AFP is a marker of both hepatocellular carcinoma (HCC) and metabolic derangement in tyrosinemia. AFP is physiologically high at birth however, it decreases to adult levels (<10 μg/mL) within 1 year (10). Once treatment is started with NTBC-, AFP decreases rapidly and attains normalcy in 4–12 months (11). If the pace at which AFP decreases is slower or if there is an increase in the AFP levels, one should suspect HCC or poor compliance with NTBC. Lectin-reactive α -fetoprotein (L3-AFP) is an isoform of AFP that increases earlier than total AFP when HCC develops in patients with tyrosinemia (12).

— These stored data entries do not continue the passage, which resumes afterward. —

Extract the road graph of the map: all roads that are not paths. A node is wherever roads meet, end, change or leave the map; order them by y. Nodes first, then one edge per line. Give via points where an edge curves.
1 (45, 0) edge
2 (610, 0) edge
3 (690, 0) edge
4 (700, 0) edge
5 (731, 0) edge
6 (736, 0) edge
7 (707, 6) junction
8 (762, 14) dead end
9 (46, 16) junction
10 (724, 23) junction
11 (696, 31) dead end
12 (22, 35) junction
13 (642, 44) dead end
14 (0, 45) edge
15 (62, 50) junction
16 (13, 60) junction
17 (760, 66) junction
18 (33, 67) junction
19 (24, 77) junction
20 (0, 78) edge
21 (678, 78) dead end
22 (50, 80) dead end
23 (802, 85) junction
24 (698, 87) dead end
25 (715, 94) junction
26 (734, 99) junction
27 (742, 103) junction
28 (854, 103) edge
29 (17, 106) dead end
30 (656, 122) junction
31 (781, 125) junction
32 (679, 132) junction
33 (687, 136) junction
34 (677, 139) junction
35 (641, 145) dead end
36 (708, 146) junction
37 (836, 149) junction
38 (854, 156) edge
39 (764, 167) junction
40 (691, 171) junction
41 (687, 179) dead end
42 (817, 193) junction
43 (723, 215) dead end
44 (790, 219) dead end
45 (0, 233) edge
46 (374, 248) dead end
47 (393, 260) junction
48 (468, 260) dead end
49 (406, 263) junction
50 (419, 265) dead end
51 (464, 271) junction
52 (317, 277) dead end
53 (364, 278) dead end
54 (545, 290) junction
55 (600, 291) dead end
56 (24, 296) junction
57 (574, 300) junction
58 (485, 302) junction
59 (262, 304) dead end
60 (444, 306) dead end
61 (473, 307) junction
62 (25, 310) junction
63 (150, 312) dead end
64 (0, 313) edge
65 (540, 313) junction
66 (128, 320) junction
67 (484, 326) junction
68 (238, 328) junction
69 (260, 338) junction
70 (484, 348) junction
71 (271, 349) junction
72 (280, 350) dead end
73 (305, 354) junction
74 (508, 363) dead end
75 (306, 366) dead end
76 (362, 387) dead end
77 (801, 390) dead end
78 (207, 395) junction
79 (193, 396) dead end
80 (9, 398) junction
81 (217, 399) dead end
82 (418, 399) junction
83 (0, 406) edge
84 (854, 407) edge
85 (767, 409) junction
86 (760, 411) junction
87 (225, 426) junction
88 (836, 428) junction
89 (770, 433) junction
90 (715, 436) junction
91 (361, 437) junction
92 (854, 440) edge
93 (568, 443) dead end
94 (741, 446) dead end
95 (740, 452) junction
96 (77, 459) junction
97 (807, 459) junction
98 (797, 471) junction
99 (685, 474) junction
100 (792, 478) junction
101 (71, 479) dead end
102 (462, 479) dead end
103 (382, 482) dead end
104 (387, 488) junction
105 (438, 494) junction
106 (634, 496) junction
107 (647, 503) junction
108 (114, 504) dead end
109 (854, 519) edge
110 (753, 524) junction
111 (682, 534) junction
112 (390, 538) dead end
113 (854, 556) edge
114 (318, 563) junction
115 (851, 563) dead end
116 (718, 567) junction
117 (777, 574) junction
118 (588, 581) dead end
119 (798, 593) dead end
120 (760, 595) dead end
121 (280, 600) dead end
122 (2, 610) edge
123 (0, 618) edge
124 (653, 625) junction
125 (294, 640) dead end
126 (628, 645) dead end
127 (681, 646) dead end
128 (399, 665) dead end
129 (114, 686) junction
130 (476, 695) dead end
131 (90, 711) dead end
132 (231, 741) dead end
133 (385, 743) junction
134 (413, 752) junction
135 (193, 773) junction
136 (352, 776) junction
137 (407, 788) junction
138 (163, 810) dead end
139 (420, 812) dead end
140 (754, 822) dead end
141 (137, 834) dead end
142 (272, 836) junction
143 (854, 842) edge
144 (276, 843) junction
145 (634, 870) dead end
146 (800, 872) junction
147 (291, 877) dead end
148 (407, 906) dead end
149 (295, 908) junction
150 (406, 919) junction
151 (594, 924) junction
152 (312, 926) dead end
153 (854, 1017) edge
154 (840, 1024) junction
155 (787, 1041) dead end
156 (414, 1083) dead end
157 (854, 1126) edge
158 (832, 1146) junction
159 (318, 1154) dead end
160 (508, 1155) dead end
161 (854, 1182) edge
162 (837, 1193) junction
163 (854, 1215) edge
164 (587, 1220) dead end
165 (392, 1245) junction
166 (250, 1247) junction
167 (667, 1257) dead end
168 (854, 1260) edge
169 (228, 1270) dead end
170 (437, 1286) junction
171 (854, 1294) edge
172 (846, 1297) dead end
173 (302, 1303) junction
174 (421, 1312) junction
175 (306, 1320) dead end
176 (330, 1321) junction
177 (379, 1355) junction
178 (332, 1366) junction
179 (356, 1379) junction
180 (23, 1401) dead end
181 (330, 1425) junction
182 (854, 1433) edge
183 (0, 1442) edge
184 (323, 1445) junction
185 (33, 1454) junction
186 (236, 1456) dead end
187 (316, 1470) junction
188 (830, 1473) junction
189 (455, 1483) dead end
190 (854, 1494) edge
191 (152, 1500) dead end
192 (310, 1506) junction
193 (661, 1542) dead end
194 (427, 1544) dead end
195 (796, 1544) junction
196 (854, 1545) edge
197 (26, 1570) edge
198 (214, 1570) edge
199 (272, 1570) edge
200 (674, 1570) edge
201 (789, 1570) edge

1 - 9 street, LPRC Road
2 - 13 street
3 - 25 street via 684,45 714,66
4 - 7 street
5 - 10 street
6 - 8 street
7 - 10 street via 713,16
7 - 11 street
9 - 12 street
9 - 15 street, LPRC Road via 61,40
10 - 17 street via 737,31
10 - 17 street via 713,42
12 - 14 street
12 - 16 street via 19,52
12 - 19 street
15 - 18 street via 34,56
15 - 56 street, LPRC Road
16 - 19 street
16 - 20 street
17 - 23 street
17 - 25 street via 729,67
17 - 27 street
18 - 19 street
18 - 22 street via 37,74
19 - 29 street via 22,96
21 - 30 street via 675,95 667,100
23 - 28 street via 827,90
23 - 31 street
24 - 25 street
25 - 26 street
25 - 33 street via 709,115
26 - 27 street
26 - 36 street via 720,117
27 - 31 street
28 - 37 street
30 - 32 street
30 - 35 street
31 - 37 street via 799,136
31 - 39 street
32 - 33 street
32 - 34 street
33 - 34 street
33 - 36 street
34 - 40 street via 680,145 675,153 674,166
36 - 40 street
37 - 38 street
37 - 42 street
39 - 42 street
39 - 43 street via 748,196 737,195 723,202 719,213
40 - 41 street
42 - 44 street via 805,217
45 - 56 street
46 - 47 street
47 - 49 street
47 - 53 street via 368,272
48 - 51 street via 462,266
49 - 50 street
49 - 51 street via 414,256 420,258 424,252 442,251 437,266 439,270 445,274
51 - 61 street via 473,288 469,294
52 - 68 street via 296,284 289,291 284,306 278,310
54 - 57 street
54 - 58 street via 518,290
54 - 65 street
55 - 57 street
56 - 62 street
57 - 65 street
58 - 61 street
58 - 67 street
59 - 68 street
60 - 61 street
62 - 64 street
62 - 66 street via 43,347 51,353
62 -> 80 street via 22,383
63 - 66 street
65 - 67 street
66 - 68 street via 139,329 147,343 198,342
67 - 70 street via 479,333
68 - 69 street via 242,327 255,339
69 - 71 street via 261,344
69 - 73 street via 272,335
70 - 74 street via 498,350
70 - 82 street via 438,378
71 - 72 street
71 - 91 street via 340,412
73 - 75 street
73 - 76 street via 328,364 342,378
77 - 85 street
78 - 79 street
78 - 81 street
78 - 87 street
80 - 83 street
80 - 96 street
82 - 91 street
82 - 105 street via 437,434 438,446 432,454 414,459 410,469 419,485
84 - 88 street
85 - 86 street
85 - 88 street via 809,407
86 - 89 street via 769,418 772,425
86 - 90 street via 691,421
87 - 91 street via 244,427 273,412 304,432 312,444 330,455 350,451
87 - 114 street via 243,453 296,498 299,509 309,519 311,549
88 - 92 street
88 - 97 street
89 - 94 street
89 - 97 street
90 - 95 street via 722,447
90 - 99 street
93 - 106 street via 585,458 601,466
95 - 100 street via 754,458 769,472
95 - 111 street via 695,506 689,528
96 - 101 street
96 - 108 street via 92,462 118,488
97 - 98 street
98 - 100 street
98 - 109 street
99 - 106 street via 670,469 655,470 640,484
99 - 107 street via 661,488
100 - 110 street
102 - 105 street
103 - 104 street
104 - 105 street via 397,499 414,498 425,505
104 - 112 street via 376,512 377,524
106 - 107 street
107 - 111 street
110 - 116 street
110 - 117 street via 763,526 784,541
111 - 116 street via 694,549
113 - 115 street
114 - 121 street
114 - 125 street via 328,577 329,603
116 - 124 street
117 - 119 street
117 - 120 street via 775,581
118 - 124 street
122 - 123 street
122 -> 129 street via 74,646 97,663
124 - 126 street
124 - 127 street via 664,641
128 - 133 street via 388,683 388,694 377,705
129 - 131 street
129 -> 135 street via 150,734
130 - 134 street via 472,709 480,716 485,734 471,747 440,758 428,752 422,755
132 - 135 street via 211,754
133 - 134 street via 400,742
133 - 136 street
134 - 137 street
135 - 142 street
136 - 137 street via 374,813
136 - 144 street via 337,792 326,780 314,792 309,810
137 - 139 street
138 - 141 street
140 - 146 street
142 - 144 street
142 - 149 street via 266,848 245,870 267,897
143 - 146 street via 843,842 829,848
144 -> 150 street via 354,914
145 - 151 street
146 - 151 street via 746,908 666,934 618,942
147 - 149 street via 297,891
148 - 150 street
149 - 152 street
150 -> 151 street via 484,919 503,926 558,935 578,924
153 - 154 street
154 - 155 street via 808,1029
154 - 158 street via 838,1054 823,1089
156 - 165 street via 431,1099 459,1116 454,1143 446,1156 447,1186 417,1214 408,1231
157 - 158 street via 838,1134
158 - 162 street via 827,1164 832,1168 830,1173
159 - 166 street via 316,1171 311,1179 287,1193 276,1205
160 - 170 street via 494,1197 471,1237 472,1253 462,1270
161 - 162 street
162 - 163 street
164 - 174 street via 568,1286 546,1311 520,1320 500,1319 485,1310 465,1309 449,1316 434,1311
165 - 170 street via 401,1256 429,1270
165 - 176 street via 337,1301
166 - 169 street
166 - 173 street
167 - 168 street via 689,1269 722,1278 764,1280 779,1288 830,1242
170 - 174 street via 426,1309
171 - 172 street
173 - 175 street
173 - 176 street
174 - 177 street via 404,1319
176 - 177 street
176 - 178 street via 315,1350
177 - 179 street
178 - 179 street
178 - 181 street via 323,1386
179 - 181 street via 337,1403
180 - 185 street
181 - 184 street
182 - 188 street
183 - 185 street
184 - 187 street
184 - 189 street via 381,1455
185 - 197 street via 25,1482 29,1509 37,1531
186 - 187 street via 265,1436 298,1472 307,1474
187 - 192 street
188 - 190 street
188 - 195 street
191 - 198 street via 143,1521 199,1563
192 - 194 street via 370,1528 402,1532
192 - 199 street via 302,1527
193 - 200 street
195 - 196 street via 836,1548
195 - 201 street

Effect of Newborn Screening

Newborn screening (NBS) programs worldwide measure SA levels in dried blood spots (DBS) using tandem mass spectrometry. Screening accuracy using this biomarker is very high; in a systematic review, sensitivity and specificity were reported to approach 100% with positive predictive between 66.7% and 100% (13). The first universal NBS program was established in Quebec, Canada in 1970, with DBS analysis of Tyr level between 3 and 7 days after birth. It later moved to SA assay-based screening in 1998 by tandem mass spectrometry in NBS as the first-tier test followed by quantitative SA measurement as the second tier. This method had increased sensitivity to 100% with a positive predictive value of 79% and negative predictive value of 100% (14). Some screening programs only measure SA when Tyr levels are high, but about 28% of tyrosinemia patients may be missed by this approach (15). Therefore, the American College of Medical Genetics and Genomics recommends using blood SA as the primary marker for the diagnosis of HT-1 (4). SA positivity from dried blood spots should be confirmed by SA quantification from either urine or blood (16).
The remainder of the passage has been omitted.